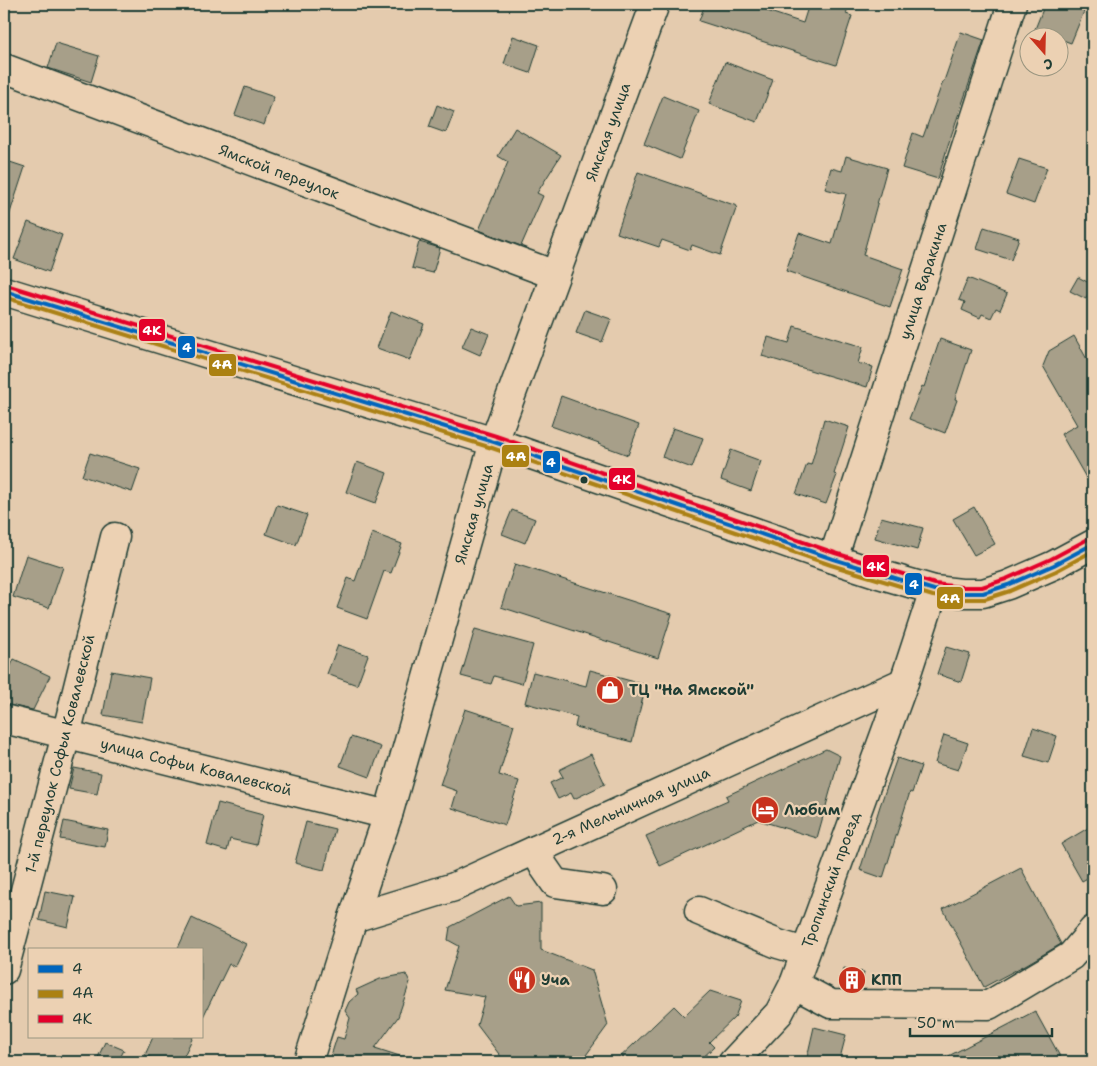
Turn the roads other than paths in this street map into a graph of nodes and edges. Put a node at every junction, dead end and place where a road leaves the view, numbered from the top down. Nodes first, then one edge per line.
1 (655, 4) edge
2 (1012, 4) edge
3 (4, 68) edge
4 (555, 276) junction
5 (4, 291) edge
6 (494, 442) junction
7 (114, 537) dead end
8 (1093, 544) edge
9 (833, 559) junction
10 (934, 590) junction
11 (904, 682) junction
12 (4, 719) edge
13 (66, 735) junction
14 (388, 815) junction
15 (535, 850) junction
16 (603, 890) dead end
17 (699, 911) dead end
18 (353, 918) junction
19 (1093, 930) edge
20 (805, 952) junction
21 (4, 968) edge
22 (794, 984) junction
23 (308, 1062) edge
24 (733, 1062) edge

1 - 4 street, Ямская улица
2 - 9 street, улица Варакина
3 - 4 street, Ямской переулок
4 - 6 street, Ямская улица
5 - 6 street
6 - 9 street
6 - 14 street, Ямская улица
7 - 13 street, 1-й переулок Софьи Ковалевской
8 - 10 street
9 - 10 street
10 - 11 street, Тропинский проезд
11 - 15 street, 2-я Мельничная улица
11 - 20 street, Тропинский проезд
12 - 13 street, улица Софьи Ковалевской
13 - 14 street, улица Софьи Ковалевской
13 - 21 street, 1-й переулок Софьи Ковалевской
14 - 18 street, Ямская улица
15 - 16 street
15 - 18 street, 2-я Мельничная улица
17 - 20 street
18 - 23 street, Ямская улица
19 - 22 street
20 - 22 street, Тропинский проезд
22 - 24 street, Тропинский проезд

*WHAT YOU SHOULD DO:* Transcribe each record exactly as it appears, but omit every picture.

*YOUR SOLUTION:*
Turn the roads other than paths in this street map into a graph of nodes and edges. Put a node at every junction, dead end and place where a road leaves the view, numbered from the top down. Nodes first, then one edge per line.
1 (655, 4) edge
2 (1012, 4) edge
3 (4, 68) edge
4 (555, 276) junction
5 (4, 291) edge
6 (494, 442) junction
7 (114, 537) dead end
8 (1093, 544) edge
9 (833, 559) junction
10 (934, 590) junction
11 (904, 682) junction
12 (4, 719) edge
13 (66, 735) junction
14 (388, 815) junction
15 (535, 850) junction
16 (603, 890) dead end
17 (699, 911) dead end
18 (353, 918) junction
19 (1093, 930) edge
20 (805, 952) junction
21 (4, 968) edge
22 (794, 984) junction
23 (308, 1062) edge
24 (733, 1062) edge

1 - 4 street, Ямская улица
2 - 9 street, улица Варакина
3 - 4 street, Ямской переулок
4 - 6 street, Ямская улица
5 - 6 street
6 - 9 street
6 - 14 street, Ямская улица
7 - 13 street, 1-й переулок Софьи Ковалевской
8 - 10 street
9 - 10 street
10 - 11 street, Тропинский проезд
11 - 15 street, 2-я Мельничная улица
11 - 20 street, Тропинский проезд
12 - 13 street, улица Софьи Ковалевской
13 - 14 street, улица Софьи Ковалевской
13 - 21 street, 1-й переулок Софьи Ковалевской
14 - 18 street, Ямская улица
15 - 16 street
15 - 18 street, 2-я Мельничная улица
17 - 20 street
18 - 23 street, Ямская улица
19 - 22 street
20 - 22 street, Тропинский проезд
22 - 24 street, Тропинский проезд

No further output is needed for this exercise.